A Bulgarian national serving 111 months for laundering $5M faces 25 more years after prosecutors say he moved crypto from a court-ordered Kraken account over 11 months.
A Bulgarian national already serving 111 months for laundering $5 million now faces 25 more years. Prosecutors say he orchestrated the transfer of roughly $290,000 in cryptocurrency from a Kraken account that a court had already ordered forfeited.
Rossen Iossifov, 53, was charged July 9 with destruction of property to prevent seizure and conspiracy to commit money laundering. The charges say he worked with unnamed associates between January and December 2024 to drain the account through multiple exchanges and mixing services, eventually converting the proceeds to fiat and depositing them into a foreign bank account.
The account was restrained and ordered forfeited as part of Iossifov's 2020 conviction. That case involved laundering nearly $5 million tied to an online auction fraud ring that targeted at least 900 Americans over three years. Iossifov ran RG Coins, a Sofia-based exchange that prosecutors said he used to process payments from fake auction listings.

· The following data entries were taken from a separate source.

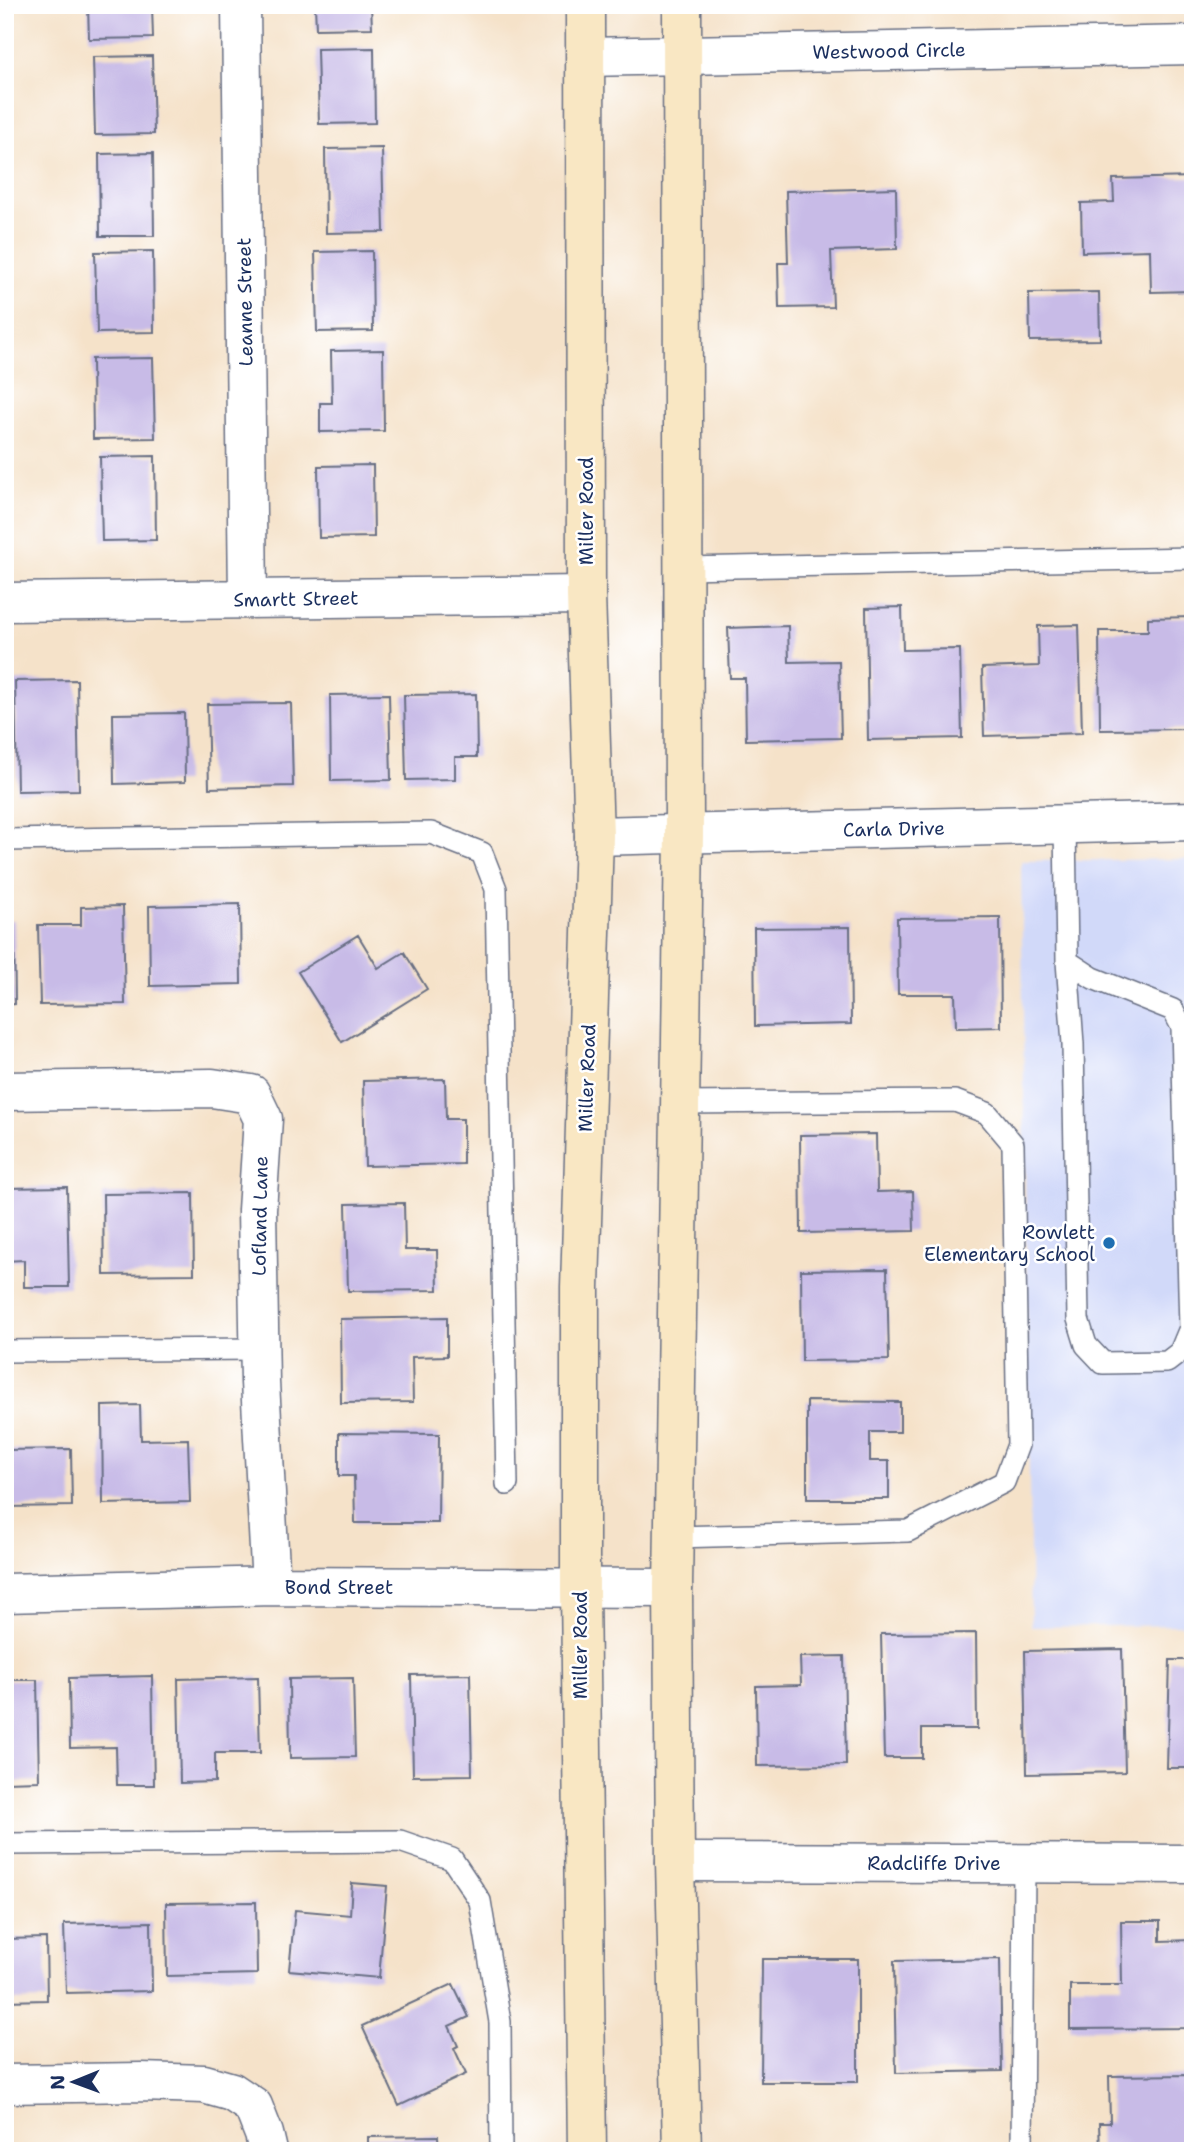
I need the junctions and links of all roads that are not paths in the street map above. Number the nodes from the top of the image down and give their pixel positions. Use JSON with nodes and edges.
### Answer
{"nodes":[{"id":1,"x":241,"y":5,"type":"edge"},
{"id":2,"x":585,"y":5,"type":"edge"},
{"id":3,"x":682,"y":5,"type":"edge"},
{"id":4,"x":1193,"y":45,"type":"edge"},
{"id":5,"x":682,"y":55,"type":"junction"},
{"id":6,"x":586,"y":57,"type":"junction"},
{"id":7,"x":1193,"y":558,"type":"edge"},
{"id":8,"x":683,"y":568,"type":"junction"},
{"id":9,"x":586,"y":595,"type":"junction"},
{"id":10,"x":248,"y":599,"type":"junction"},
{"id":11,"x":5,"y":602,"type":"edge"},
{"id":12,"x":1193,"y":821,"type":"edge"},
{"id":13,"x":1065,"y":824,"type":"junction"},
{"id":14,"x":684,"y":834,"type":"junction"},
{"id":15,"x":594,"y":836,"type":"junction"},
{"id":16,"x":5,"y":840,"type":"edge"},
{"id":17,"x":1067,"y":961,"type":"junction"},
{"id":18,"x":5,"y":1091,"type":"edge"},
{"id":19,"x":681,"y":1103,"type":"junction"},
{"id":20,"x":259,"y":1349,"type":"junction"},
{"id":21,"x":5,"y":1350,"type":"edge"},
{"id":22,"x":507,"y":1484,"type":"dead end"},
{"id":23,"x":674,"y":1537,"type":"junction"},
{"id":24,"x":271,"y":1586,"type":"junction"},
{"id":25,"x":673,"y":1588,"type":"junction"},
{"id":26,"x":580,"y":1589,"type":"junction"},
{"id":27,"x":5,"y":1593,"type":"edge"},
{"id":28,"x":5,"y":1844,"type":"edge"},
{"id":29,"x":675,"y":1862,"type":"junction"},
{"id":30,"x":1024,"y":1863,"type":"junction"},
{"id":31,"x":1193,"y":1864,"type":"edge"},
{"id":32,"x":5,"y":2084,"type":"edge"},
{"id":33,"x":268,"y":2151,"type":"edge"},
{"id":34,"x":501,"y":2151,"type":"edge"},
{"id":35,"x":587,"y":2151,"type":"edge"},
{"id":36,"x":682,"y":2151,"type":"edge"},
{"id":37,"x":1022,"y":2151,"type":"edge"}],
"edges":[{"from":1,"to":10,"type":"street","name":"Leanne Street"},
{"from":2,"to":6,"type":"main road","name":"Miller Road"},
{"from":3,"to":5,"type":"main road"},
{"from":4,"to":5,"type":"street","name":"Westwood Circle"},
{"from":5,"to":6,"type":"street","name":"Westwood Circle"},
{"from":5,"to":8,"type":"main road"},
{"from":6,"to":9,"type":"main road","name":"Miller Road"},
{"from":7,"to":8,"type":"lane"},
{"from":8,"to":14,"type":"main road"},
{"from":9,"to":10,"type":"street","name":"Smartt Street"},
{"from":9,"to":15,"type":"main road","name":"Miller Road"},
{"from":10,"to":11,"type":"street","name":"Smartt Street"},
{"from":12,"to":13,"type":"street","name":"Carla Drive"},
{"from":13,"to":14,"type":"street","name":"Carla Drive"},
{"from":13,"to":17,"type":"lane"},
{"from":14,"to":15,"type":"street","name":"Carla Drive"},
{"from":14,"to":19,"type":"main road"},
{"from":15,"to":26,"type":"main road","name":"Miller Road"},
{"from":16,"to":22,"type":"lane"},
{"from":17,"to":17,"type":"lane"},
{"from":18,"to":20,"type":"street","name":"Lofland Lane"},
{"from":19,"to":23,"type":"main road"},
{"from":19,"to":23,"type":"lane"},
{"from":20,"to":21,"type":"lane"},
{"from":20,"to":24,"type":"street","name":"Lofland Lane"},
{"from":23,"to":25,"type":"main road"},
{"from":24,"to":26,"type":"street","name":"Bond Street"},
{"from":24,"to":27,"type":"street","name":"Bond Street"},
{"from":25,"to":26,"type":"street","name":"Bond Street"},
{"from":25,"to":29,"type":"main road"},
{"from":26,"to":35,"type":"main road","name":"Miller Road"},
{"from":28,"to":34,"type":"lane"},
{"from":29,"to":30,"type":"street","name":"Radcliffe Drive"},
{"from":29,"to":36,"type":"main road"},
{"from":30,"to":31,"type":"street","name":"Radcliffe Drive"},
{"from":30,"to":37,"type":"lane"},
{"from":32,"to":33,"type":"street"}]}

The earlier conviction also included a restitution order of $2,642,297.43. The new charges carry a maximum of 25 years, to be served consecutively to the 111-month term he is already serving.
Kraken froze the account after the original forfeiture order. Prosecutors allege Iossifov and his associates regained access and transferred funds over roughly 11 months without detection. The mechanics of that access are not detailed in the charging document. Whether through compromised credentials, social engineering, or a flaw in Kraken's compliance workflow remains unclear.
The case tests how well an exchange can enforce a court order against a determined account holder. For custody clients, the risk is not limited to Kraken. Any exchange holding assets subject to forfeiture or litigation must maintain a process that survives active resistance. Three of the DOJ's cases against crypto firms in the past year have involved seizure orders that exchange compliance teams said were properly executed but still circumvented, according to two former federal prosecutors who spoke on condition of anonymity because they were not authorized to comment on active investigations.
The investigation was led by the U.S. Secret Service, with support from the DOJ's Office of International Affairs. Iossifov has not entered a plea to the new charges. The original fraud victims are still owed more than $2.6 million in restitution. At current prices, the $290,000 Iossifov allegedly moved represents just over 2.8 BTC.